Say how many of the lines below include the word "lane", and write nothing else.

### [Data items]
◆ ◆ ◆ ◆ ◆ ◆ ◆
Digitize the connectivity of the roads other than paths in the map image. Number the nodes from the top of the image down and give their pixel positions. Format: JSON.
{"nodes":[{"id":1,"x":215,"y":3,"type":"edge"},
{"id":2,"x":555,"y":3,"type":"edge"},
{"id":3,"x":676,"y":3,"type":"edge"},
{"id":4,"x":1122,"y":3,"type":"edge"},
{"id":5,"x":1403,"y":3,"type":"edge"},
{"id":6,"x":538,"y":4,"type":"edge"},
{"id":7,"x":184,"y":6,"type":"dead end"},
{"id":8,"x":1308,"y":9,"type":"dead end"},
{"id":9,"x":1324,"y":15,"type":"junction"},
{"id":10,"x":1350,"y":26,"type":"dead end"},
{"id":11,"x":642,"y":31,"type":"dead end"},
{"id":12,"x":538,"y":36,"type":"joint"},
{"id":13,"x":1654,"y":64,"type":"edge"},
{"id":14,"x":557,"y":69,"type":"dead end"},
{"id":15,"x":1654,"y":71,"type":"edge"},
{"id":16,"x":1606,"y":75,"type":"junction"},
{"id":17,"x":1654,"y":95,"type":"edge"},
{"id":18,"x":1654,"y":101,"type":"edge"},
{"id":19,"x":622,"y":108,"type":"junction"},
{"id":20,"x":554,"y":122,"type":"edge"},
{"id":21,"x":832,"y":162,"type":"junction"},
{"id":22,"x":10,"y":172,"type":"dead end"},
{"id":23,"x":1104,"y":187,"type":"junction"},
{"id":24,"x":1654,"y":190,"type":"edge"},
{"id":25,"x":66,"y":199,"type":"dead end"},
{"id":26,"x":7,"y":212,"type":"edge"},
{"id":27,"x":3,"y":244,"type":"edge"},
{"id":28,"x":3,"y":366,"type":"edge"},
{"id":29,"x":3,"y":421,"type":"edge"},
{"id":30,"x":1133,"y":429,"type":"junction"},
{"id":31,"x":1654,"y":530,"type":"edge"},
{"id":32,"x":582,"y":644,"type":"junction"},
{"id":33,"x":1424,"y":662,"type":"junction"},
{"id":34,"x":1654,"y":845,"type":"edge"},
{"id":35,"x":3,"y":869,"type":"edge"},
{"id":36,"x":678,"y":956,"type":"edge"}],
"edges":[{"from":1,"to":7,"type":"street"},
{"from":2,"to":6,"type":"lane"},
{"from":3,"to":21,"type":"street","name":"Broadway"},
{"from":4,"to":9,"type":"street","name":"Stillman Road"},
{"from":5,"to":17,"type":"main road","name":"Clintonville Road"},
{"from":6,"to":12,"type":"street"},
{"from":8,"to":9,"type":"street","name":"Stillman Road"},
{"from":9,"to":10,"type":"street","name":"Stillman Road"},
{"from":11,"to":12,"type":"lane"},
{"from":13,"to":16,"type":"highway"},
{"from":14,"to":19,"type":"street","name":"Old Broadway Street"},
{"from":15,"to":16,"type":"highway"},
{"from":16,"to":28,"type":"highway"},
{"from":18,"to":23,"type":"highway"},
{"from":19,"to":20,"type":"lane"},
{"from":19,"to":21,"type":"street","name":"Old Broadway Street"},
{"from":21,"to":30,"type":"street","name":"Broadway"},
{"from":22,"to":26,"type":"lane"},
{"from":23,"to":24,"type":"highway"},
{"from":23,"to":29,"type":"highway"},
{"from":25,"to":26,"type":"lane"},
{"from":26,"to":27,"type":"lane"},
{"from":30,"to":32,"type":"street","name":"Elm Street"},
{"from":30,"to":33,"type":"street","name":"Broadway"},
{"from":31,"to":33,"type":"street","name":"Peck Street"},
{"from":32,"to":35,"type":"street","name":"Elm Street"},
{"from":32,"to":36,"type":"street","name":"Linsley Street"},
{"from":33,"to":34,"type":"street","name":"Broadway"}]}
◆ ◆ ◆ ◆ ◆ ◆ ◆
### [ANSWER SECTION]
6